Regardless, I started posting my decent photos on IStockphoto.com back in early November. (Istockphoto is a site that sells stock photographs from various photographers.) More than financial gain, my goal was to see if I could get my daughters lovely face featured on a few web sites or advertisements.

 

Istockphoto pays you a pittance (I could probably find more change just walking down the street!) but that's besides the point. In the 4 months my 18 measly photos have been posted there, I've earned over $1,000.

 

Not from people downloading my pictures on Istockphoto (where I've not even earned $20).

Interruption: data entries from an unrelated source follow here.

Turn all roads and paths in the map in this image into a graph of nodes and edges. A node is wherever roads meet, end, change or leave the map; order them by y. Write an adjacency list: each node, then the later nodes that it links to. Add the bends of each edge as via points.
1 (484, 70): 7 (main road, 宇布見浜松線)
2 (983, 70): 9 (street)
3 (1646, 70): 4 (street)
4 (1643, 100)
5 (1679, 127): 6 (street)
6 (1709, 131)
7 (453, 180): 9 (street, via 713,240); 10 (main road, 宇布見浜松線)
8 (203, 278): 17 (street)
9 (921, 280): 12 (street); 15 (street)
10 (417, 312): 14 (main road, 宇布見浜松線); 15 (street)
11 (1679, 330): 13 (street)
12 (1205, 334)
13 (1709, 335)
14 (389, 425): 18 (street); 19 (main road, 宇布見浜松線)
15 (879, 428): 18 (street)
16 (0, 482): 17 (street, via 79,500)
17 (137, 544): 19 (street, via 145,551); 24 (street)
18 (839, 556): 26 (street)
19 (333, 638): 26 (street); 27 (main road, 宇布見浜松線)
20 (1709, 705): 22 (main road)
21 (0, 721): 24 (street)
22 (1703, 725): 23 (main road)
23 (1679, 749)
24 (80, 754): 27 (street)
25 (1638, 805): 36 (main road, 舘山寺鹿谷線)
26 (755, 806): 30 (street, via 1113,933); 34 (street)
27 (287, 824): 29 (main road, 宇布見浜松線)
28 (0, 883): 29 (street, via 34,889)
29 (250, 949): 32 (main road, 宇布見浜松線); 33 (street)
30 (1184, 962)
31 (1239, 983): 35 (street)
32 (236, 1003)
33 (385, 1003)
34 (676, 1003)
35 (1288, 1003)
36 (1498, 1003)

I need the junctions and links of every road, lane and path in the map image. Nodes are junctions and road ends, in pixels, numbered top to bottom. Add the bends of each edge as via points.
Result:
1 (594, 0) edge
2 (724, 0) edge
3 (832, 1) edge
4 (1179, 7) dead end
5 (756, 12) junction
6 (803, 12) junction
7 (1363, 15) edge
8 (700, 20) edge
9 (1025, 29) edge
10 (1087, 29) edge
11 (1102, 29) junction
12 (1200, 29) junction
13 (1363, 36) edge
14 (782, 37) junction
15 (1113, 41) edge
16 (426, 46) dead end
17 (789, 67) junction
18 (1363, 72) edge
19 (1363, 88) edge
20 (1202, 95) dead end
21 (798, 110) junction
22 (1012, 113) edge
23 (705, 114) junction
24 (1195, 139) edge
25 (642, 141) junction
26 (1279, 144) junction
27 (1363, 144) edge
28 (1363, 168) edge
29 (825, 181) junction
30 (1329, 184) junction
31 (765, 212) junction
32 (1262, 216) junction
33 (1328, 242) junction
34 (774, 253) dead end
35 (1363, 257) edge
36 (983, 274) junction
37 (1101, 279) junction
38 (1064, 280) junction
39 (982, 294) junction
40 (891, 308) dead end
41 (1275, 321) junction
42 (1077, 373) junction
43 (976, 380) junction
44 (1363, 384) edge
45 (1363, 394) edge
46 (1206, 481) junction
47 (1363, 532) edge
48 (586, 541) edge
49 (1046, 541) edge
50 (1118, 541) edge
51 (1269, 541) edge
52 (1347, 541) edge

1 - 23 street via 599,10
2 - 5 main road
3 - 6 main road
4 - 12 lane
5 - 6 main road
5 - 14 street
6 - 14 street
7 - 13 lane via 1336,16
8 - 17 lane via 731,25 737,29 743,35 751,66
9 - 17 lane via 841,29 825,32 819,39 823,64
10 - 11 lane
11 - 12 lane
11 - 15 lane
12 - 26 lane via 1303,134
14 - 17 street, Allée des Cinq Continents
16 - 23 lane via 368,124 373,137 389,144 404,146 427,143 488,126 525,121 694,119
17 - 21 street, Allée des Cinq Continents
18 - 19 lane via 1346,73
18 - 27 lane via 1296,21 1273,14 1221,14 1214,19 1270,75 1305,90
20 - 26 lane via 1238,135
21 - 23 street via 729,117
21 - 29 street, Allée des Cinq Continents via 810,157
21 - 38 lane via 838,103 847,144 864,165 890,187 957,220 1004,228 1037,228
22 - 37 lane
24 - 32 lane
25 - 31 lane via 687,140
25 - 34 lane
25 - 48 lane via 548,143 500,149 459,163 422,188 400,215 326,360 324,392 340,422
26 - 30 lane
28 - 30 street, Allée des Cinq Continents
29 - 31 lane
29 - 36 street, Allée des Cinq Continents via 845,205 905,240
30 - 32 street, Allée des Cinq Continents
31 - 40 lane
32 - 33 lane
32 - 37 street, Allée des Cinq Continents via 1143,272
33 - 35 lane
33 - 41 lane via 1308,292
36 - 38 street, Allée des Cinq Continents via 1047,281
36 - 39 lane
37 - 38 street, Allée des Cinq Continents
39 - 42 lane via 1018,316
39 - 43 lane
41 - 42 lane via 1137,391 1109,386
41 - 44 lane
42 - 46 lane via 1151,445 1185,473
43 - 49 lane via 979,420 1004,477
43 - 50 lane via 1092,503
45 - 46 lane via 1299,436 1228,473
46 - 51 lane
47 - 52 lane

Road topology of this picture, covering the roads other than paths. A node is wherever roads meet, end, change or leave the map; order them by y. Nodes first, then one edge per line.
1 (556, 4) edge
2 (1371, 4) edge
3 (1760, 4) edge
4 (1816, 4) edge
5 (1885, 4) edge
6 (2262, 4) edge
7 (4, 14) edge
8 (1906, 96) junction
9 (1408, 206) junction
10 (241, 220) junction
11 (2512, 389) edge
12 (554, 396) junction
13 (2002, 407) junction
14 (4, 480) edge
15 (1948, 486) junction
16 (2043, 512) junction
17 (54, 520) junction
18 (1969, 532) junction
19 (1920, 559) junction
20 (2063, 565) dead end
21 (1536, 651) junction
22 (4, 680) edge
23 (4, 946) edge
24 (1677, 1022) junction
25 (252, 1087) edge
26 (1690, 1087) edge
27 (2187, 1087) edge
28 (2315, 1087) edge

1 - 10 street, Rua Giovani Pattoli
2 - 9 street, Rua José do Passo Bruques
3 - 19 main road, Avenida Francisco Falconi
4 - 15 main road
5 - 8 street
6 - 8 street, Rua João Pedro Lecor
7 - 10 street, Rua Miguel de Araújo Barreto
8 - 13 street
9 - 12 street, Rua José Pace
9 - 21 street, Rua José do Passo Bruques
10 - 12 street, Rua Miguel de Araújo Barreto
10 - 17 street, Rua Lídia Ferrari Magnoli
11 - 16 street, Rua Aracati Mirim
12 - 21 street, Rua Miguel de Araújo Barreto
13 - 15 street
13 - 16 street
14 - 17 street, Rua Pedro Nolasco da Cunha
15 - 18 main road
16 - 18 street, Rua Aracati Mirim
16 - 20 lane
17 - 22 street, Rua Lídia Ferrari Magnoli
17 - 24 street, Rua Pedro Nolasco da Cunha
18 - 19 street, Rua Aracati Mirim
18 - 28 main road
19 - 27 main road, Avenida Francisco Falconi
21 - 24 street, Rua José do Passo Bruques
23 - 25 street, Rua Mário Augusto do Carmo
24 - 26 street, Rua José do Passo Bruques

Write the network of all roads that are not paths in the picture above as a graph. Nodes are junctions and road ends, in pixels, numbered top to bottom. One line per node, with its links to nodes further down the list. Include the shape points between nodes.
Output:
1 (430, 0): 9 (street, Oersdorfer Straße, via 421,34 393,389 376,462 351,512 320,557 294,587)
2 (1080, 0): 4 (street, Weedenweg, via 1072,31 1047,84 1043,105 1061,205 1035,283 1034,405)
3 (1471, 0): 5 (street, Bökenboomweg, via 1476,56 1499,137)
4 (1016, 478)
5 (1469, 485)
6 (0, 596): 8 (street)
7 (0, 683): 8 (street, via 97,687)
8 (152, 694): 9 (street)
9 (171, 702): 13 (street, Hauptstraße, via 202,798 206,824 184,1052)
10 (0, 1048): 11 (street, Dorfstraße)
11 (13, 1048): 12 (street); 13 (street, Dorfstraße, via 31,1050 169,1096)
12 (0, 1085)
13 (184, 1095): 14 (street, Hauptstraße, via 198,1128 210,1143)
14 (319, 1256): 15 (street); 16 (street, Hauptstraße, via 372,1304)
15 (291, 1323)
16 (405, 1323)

But because I've had companies who have wanted to license my pictures for advertisements. Just this month an ad agency in Canada used one of my photos in an ad for drug manufacturer Glaxo Smith Kline. The ad was featured in 3 different newspapers, with possibly more to come.

 

Yeah... one of my 2 megapixel pictures that they originally saw on Istockphoto. They came to me, and asked me for my rates. And this isn't one of those 'few and far between' opportunities. I get at least one of these every month.

 

I think I'm doing pretty well considering the fact that I've got an okay camera, no web site, and only 18 pictures that I'm promoting.

 

My point is this, if you want to sell stock, be willing to explore EVERY avenue on the web.

 

Get you own site, promote the heck out of it. Try Google AdWords, if you want immediate exposure on Google. Submit your work to clearinghouse sites like Istockphoto. (Once you register, you can post a link to your web site within your profile.) If you've got the skills, try the more professional sites like Istockpro.com or Corbis.

 

If you've got a presence in several locations, you'll be hard to miss. This is especially true if you specialize. (My niche is young people of color.)

 

Anyway, that's my take on the situation. I welcome feedback and questions.